Fathul Wahid juga mengkritik langkah efisiensi pemerintah yang menurutnya sering kali berdampak negatif terhadap kualitas pelayanan publik, termasuk di sektor pendidikan. Ia juga menyoroti gaya hidup dan sikap sejumlah pejabat negara yang dinilai kurang menunjukkan empati terhadap rakyat.
Merespons berbagai permasalahan tersebut, Universitas Islam Indonesia (UII) menyampaikan enam poin sikap dan tuntutan kepada pemerintah:
Membuka ruang demokrasi
Pemerintah didesak untuk menjamin kebebasan berpendapat dan berekspresi serta melindungi aktivis, seniman, akademisi, dan jurnalis dari ancaman kriminalisasi dan intimidasi.

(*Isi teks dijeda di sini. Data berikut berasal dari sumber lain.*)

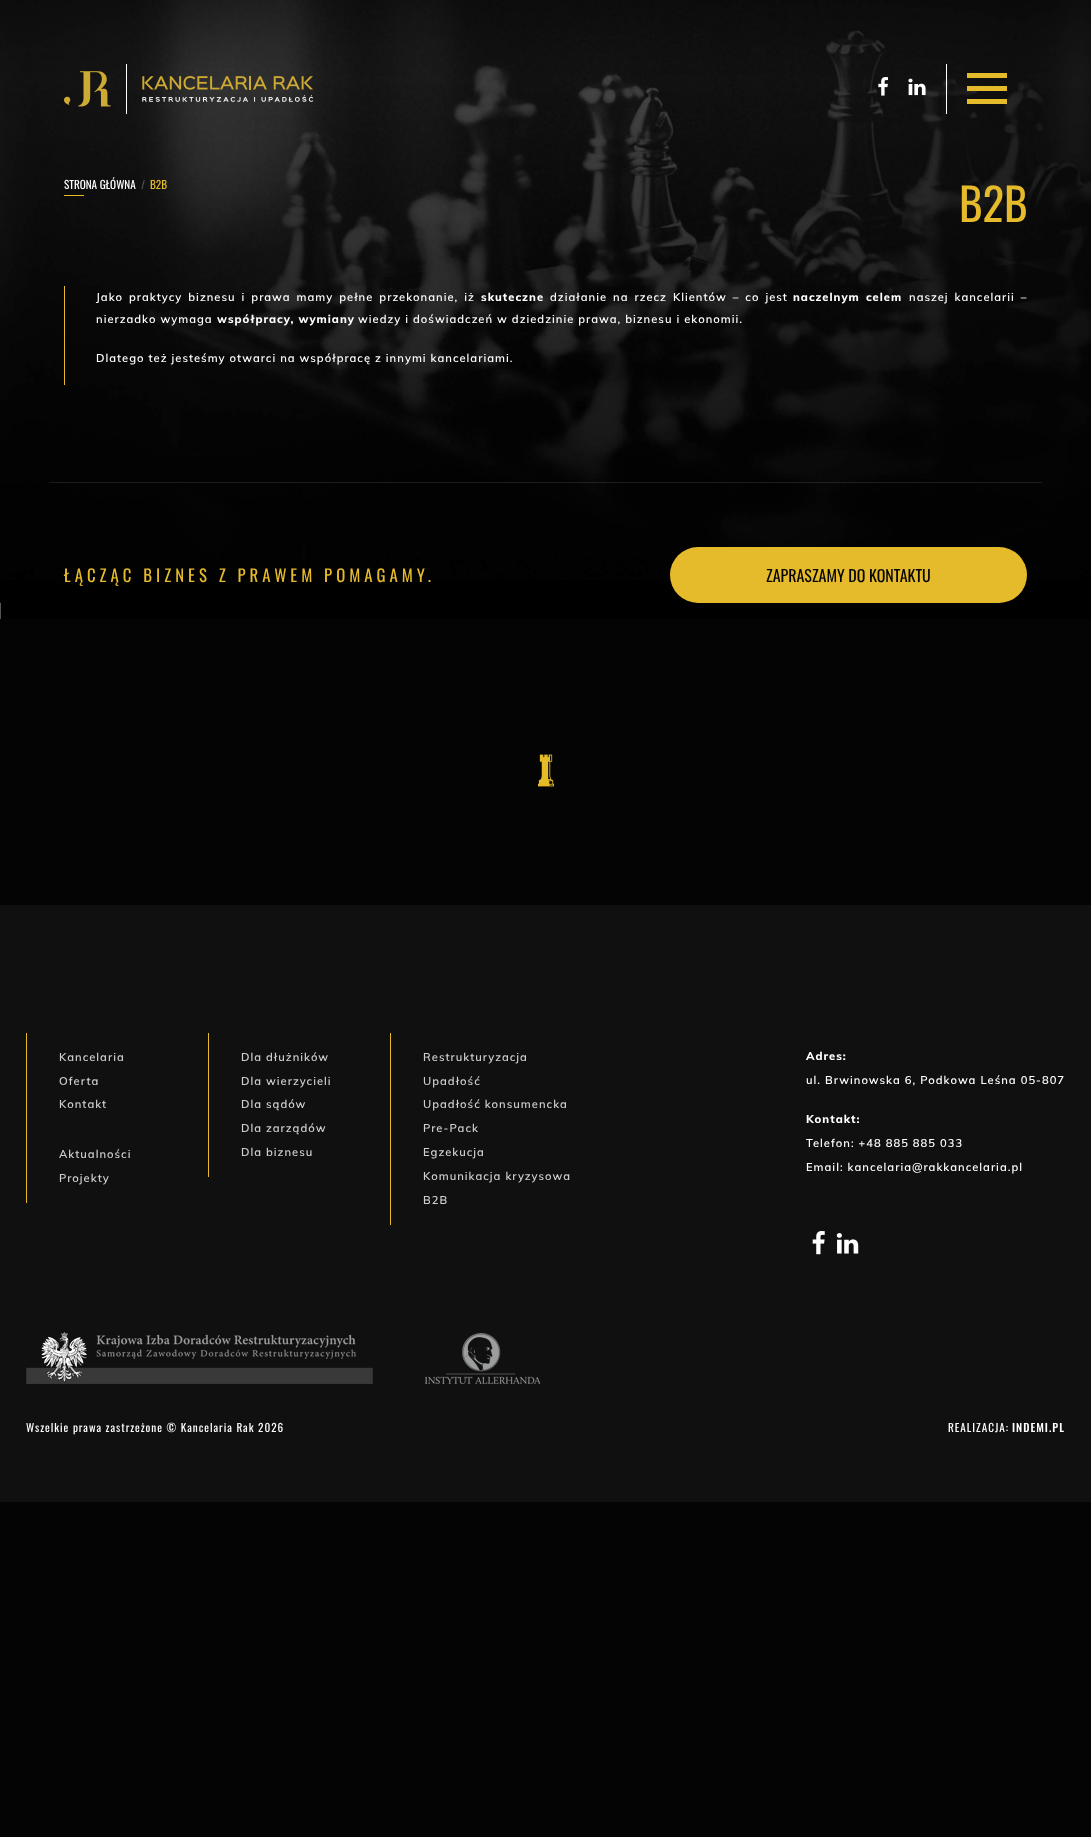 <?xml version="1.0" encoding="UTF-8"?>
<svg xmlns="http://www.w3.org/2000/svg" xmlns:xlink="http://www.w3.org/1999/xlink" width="1091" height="1837">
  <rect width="100%" height="100%" fill="#040404" />
  <image x="0" y="0" width="1091" height="619" xlink:href="image4.png" />
  <image x="64" y="64" width="250" height="50" xlink:href="image1.png" />
  <image x="878" y="77" width="10" height="19" xlink:href="image2.png" />
  <image x="908" y="78" width="18" height="18" xlink:href="image3.png" />
  <rect x="946" y="64" width="1" height="50" fill="#ffffff" />
  <rect x="967" y="73" width="40" height="5" fill="#e6bb2b" />
  <rect x="967" y="86" width="40" height="5" fill="#e6bb2b" />
  <rect x="967" y="99" width="40" height="5" fill="#e6bb2b" />
  <rect x="64" y="195" width="20" height="1" fill="#e6bb2b" />
  <rect x="64" y="286" width="1" height="99" fill="#e6bb2b" />
  <rect x="49" y="482" width="993" height="1" fill="#ffffff" fill-opacity="0.1" />
  <rect x="670" y="547" width="357" height="56" rx="28" fill="#e6bb2b" />
  <image x="538" y="754" width="16" height="33" xlink:href="image5.png" />
  <rect y="905" width="1091" height="597" fill="#101010" />
  <rect x="26" y="1033" width="1" height="170" fill="#e6bb2b" />
  <rect x="208" y="1033" width="1" height="144" fill="#e6bb2b" />
  <rect x="390" y="1033" width="1" height="192" fill="#e6bb2b" />
  <image x="812" y="1231" width="13" height="24" xlink:href="image6.png" />
  <image x="836" y="1233" width="23" height="21" xlink:href="image7.png" />
  <image x="26" y="1332" width="347" height="52" xlink:href="image8.png" />
  <image x="425" y="1333" width="115" height="51" xlink:href="image9.png" />
  <text x="64" y="189" style="font-family: Oswald; font-size: 11.2px; fill: #ffffff">STRONA GŁÓWNA</text>
  <text x="141" y="189" style="font-family: Oswald; font-size: 11.2px; fill: #555555">/</text>
  <text x="150" y="189" style="font-family: Oswald; font-size: 11.2px; fill: #e6bb2b">B2B</text>
  <text x="959" y="222" style="font-family: Oswald; font-size: 45px; fill: #e6bb2b">B2B</text>
  <text x="96" y="301" word-spacing="2" style="font-family: Muli; font-size: 11.2px; font-weight: 600; letter-spacing: 1px; fill: #ffffff">Jako praktycy biznesu i prawa mamy pełne przekonanie, iż</text>
  <text x="481" y="301" style="font-family: Muli; font-size: 11.2px; font-weight: 800; letter-spacing: 1px; fill: #ffffff">skuteczne</text>
  <text x="550" y="301" word-spacing="2" style="font-family: Muli; font-size: 11.2px; font-weight: 600; letter-spacing: 1px; fill: #ffffff">działanie na rzecz Klientów – co jest</text>
  <text x="793" y="301" word-spacing="2" style="font-family: Muli; font-size: 11.2px; font-weight: 800; letter-spacing: 1px; fill: #ffffff">naczelnym celem</text>
  <text x="909" y="301" word-spacing="2" style="font-family: Muli; font-size: 11.2px; font-weight: 600; letter-spacing: 1px; fill: #ffffff">naszej kancelarii –</text>
  <text x="96" y="323" style="font-family: Muli; font-size: 11.2px; font-weight: 600; letter-spacing: 1px; fill: #ffffff">nierzadko wymaga</text>
  <text x="217" y="323" style="font-family: Muli; font-size: 11.2px; font-weight: 800; letter-spacing: 1px; fill: #ffffff">współpracy, wymiany</text>
  <text x="358" y="323" style="font-family: Muli; font-size: 11.2px; font-weight: 600; letter-spacing: 1px; fill: #ffffff">wiedzy i doświadczeń w dziedzinie prawa, biznesu i ekonomii.</text>
  <text x="96" y="362" style="font-family: Muli; font-size: 11.2px; font-weight: 600; letter-spacing: 1px; fill: #ffffff">Dlatego też jesteśmy otwarci na współpracę z innymi kancelariami.</text>
  <text x="64" y="582" style="font-family: Oswald; font-size: 16.8px; letter-spacing: 4px; fill: #e6bb2b">ŁĄCZĄC BIZNES Z PRAWEM POMAGAMY.</text>
  <text x="766" y="582" style="font-family: Oswald; font-size: 16px; fill: #040404">ZAPRASZAMY DO KONTAKTU</text>
  <text x="59" y="1061" style="font-family: Muli; font-size: 11.2px; font-weight: 600; letter-spacing: 1px; fill: #cfcfcf">Kancelaria</text>
  <text x="59" y="1085" style="font-family: Muli; font-size: 11.2px; font-weight: 600; letter-spacing: 1px; fill: #cfcfcf">Oferta</text>
  <text x="59" y="1108" style="font-family: Muli; font-size: 11.2px; font-weight: 600; letter-spacing: 1px; fill: #cfcfcf">Kontakt</text>
  <text x="59" y="1158" style="font-family: Muli; font-size: 11.2px; font-weight: 600; letter-spacing: 1px; fill: #cfcfcf">Aktualności</text>
  <text x="59" y="1182" style="font-family: Muli; font-size: 11.2px; font-weight: 600; letter-spacing: 1px; fill: #cfcfcf">Projekty</text>
  <text x="241" y="1061" style="font-family: Muli; font-size: 11.2px; font-weight: 600; letter-spacing: 1px; fill: #cfcfcf">Dla dłużników</text>
  <text x="241" y="1085" style="font-family: Muli; font-size: 11.2px; font-weight: 600; letter-spacing: 1px; fill: #cfcfcf">Dla wierzycieli</text>
  <text x="241" y="1108" style="font-family: Muli; font-size: 11.2px; font-weight: 600; letter-spacing: 1px; fill: #cfcfcf">Dla sądów</text>
  <text x="241" y="1132" style="font-family: Muli; font-size: 11.2px; font-weight: 600; letter-spacing: 1px; fill: #cfcfcf">Dla zarządów</text>
  <text x="241" y="1156" style="font-family: Muli; font-size: 11.2px; font-weight: 600; letter-spacing: 1px; fill: #cfcfcf">Dla biznesu</text>
  <text x="423" y="1061" style="font-family: Muli; font-size: 11.2px; font-weight: 600; letter-spacing: 1px; fill: #cfcfcf">Restrukturyzacja</text>
  <text x="423" y="1085" style="font-family: Muli; font-size: 11.2px; font-weight: 600; letter-spacing: 1px; fill: #cfcfcf">Upadłość</text>
  <text x="423" y="1108" style="font-family: Muli; font-size: 11.2px; font-weight: 600; letter-spacing: 1px; fill: #cfcfcf">Upadłość konsumencka</text>
  <text x="423" y="1132" style="font-family: Muli; font-size: 11.2px; font-weight: 600; letter-spacing: 1px; fill: #cfcfcf">Pre-Pack</text>
  <text x="423" y="1156" style="font-family: Muli; font-size: 11.2px; font-weight: 600; letter-spacing: 1px; fill: #cfcfcf">Egzekucja</text>
  <text x="423" y="1180" style="font-family: Muli; font-size: 11.2px; font-weight: 600; letter-spacing: 1px; fill: #cfcfcf">Komunikacja kryzysowa</text>
  <text x="423" y="1204" style="font-family: Muli; font-size: 11.2px; font-weight: 600; letter-spacing: 1px; fill: #cfcfcf">B2B</text>
  <text x="806" y="1060" style="font-family: Muli; font-size: 11.2px; font-weight: 800; letter-spacing: 1px; fill: #ffffff">Adres:</text>
  <text x="806" y="1084" style="font-family: Muli; font-size: 11.2px; font-weight: 600; letter-spacing: 1px; fill: #ffffff">ul. Brwinowska 6, Podkowa Leśna 05-807</text>
  <text x="806" y="1123" style="font-family: Muli; font-size: 11.2px; font-weight: 800; letter-spacing: 1px; fill: #ffffff">Kontakt:</text>
  <text x="806" y="1147" style="font-family: Muli; font-size: 11.2px; font-weight: 600; letter-spacing: 1px; fill: #ffffff">Telefon: +48 885 885 033</text>
  <text x="806" y="1171" style="font-family: Muli; font-size: 11.2px; font-weight: 600; letter-spacing: 1px; fill: #ffffff">Email: kancelaria@rakkancelaria.pl</text>
  <text x="26" y="1432" style="font-family: Oswald; font-size: 11.2px; letter-spacing: 1px; fill: #ffffff">Wszelkie prawa zastrzeżone © Kancelaria Rak 2026</text>
  <text x="948" y="1432" style="font-family: Oswald; font-size: 11.2px; letter-spacing: 1px; fill: #ffffff">REALIZACJA:</text>
  <text x="1012" y="1432" style="font-family: Oswald; font-size: 11.2px; font-weight: 500; letter-spacing: 1px; fill: #ffffff">INDEMI.PL</text>
</svg>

Kebijakan berbasis data dan ilmu pengetahuan
Setiap kebijakan harus didasarkan pada data yang valid dan pendekatan ilmiah agar tepat sasaran dan sesuai dengan kebutuhan rakyat.
Pemberantasan korupsi yang serius dan transparan
Pemerintah diminta untuk menegakkan hukum secara tegas, transparan, dan tidak pandang bulu, memperkuat lembaga antikorupsi, serta menghentikan narasi yang mengaburkan praktik korupsi.
Efisiensi yang tidak mengorbankan rakyat
Pemerintah harus memastikan bahwa efisiensi dilakukan dengan transparansi dan akuntabilitas tanpa mengorbankan pelayanan publik dan program sosial yang berdampak langsung bagi masyarakat kecil.
Pejabat negara harus menjadi teladan
Pejabat negara diminta untuk menjaga tutur kata, sikap, dan gaya hidup yang mencerminkan empati terhadap kondisi rakyat, demi membangun kepercayaan publik.
Masyarakat sipil harus tetap kritis
UII mengajak seluruh masyarakat untuk tidak apatis dan terus berperan aktif dalam mengawasi kebijakan pemerintah serta memberikan kritik yang konstruktif demi mewujudkan demokrasi yang sehat.
Fathul menegaskan bahwa masyarakat sipil memiliki peran penting dalam menjaga demokrasi agar tidak semakin tergerus.
“Demokrasi yang sehat harus melibatkan partisipasi aktif rakyatnya. Jika dibiarkan, penyimpangan akan semakin meluas dan berdampak buruk bagi masa depan bangsa,” pungkasnya.(*).